Your brother was pretty late with speaking. I sat you down when he was about 18 months and asked you to stop translating everything for him, and babying him so much, because he would never learn to talk right if his big sis always did it for him. After a long discussion, you decided that you would teach him to talk. It worked. When he did finally start talking, it was in complete sentences and he used to blow people away with some of the words he knew - instead of saying "Stop it." he would come out with "This situation has to cease."
In a larger family the situation is worse. My youngest brothers and sisters were the same way. Rosie and Mark were both tested for hearing loss because they rarely spoke and when they did it was gibberish. The big kids always knew what they wanted so why should they expend the energy to learn how to say it right.
Don't worry about Clive.
And tell the Hermit not to worry about work. The merge into the new company is really a good thing. They are dying for Omni knowledge, love our front end package, and need us to get into the "large" market. Besides - the Hermit could have a better paying job with a lot less stress tomorrow if he sent his resume out to the right people - and yes he could stay in Oz and work for several American companies if he wanted.
Tell Miss Thing that I am pulling for her. If she just buckles down and does what she needs to do, things will work out. Tell Sparky Grandma sends he love and that she is very proud of him. And tell Her Majesty that I welcome her to the fish family and hope to see her and the rest of the family real soon.
And you just hang in there. You are an incredibly wonderful woman - smart, beautiful and amazingly competent. You are doing great and are well loved.

Mumfies said...

On the speech side. My Miss 10, 11 in June as she will tell you, didn't really speak until she was 3. I was very worried about her as our first born, now Master 12, spoke VERY well VERY early. I thought that was the norm. Anyway, the speech therapist said not to worry, that she just had nothing to say. Once she started there was no stopping her. Clive is the youngest of four so why speak if you don't have to?! I think it's pretty common.
Oh, and see I'm now here and commenting via my OWN computer. You're solution worked! :)

MamaMichelsBabies said...

Maybe this will calm your concern some (yeah I know.. it won't but I can try)

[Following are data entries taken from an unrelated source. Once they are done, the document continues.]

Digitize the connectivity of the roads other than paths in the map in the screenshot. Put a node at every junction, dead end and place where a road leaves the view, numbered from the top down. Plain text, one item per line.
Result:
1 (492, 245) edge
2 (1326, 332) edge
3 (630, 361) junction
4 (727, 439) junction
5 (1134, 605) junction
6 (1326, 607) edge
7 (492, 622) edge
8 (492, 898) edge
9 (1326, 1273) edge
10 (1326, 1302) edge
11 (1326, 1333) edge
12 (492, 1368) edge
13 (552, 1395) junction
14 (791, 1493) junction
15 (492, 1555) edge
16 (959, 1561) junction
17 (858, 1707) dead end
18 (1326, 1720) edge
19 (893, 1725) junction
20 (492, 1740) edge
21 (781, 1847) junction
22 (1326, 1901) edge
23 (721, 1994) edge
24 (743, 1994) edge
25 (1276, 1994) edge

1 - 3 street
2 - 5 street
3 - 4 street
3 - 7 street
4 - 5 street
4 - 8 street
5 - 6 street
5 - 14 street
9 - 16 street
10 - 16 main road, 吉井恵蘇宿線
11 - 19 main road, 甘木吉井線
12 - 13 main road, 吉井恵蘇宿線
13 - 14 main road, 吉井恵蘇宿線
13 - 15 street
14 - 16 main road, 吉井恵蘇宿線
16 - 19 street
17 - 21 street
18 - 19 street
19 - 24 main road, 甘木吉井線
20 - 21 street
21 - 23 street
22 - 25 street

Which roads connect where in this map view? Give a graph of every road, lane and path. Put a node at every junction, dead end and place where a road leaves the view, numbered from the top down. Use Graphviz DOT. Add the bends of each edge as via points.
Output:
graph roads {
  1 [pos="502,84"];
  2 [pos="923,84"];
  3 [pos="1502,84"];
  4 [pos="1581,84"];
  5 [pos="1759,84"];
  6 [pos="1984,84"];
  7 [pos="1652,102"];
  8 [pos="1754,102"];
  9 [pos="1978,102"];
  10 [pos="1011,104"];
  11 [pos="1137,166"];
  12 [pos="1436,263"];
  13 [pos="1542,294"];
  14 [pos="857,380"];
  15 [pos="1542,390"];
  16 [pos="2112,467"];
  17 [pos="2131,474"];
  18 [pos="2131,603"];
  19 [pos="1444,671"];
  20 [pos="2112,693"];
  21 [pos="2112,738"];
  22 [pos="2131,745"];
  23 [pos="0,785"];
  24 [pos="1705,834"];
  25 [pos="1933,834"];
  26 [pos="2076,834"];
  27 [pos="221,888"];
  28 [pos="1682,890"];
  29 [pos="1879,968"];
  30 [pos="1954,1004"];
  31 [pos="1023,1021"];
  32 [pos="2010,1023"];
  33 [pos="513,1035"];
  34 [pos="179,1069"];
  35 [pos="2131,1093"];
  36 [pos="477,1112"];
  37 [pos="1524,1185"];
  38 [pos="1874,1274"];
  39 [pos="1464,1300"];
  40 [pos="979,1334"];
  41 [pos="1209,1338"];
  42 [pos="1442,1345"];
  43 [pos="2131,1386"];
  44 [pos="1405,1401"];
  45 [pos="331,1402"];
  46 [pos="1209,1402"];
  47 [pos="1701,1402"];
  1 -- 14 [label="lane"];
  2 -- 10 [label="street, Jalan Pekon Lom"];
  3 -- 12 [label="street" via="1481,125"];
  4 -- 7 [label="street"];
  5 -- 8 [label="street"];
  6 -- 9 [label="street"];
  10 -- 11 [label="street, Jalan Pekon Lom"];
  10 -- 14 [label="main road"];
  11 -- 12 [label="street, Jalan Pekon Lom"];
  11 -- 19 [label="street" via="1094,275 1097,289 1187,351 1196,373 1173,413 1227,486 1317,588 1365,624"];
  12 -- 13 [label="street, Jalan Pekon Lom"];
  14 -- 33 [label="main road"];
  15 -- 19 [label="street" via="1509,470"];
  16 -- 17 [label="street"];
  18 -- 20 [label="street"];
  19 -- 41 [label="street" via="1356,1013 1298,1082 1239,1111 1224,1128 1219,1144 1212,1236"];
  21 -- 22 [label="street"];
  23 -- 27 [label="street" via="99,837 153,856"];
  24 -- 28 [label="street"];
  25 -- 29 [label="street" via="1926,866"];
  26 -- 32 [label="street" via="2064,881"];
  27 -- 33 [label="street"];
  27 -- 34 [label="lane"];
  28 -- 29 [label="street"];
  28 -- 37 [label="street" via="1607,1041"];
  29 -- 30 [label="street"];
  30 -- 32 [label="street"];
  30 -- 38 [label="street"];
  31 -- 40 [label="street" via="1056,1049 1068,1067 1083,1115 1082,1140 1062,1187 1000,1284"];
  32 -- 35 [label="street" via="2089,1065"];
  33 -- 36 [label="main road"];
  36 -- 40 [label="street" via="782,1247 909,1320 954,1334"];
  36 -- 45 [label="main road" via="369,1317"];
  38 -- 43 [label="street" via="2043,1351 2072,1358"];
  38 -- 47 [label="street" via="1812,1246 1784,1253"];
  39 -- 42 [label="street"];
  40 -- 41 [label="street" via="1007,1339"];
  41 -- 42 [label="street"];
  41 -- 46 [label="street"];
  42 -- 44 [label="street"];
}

Monkey my three year old doesn't speak willingly. He will repeat words but most of his speech when speaking to you on his own is gibberish. He just went in for a evaluation by a pathologist who informed me that due to 5 older siblings and parents who know him and pay attention to him, he doesn't feel the need to do so. Given the fact that he understands what we tell him and that he will repeat (not always correctly) what we ask him to say they didn't see a need for therapy, they told us to start making him repeat us more and eventually he will start doing it on his own. The pathologist seemed impressed that not only the parents but the siblings understood him most often and told me it's a sign of a close knit family, but one that needs to start making the Monkey sound less like one.

Sorry for the long reply (makes up for all the time I haven't been I suppose) but I would just ask the pediatrician and see what he says, like you said, why talk when he doesn't have to? He'll start eventually.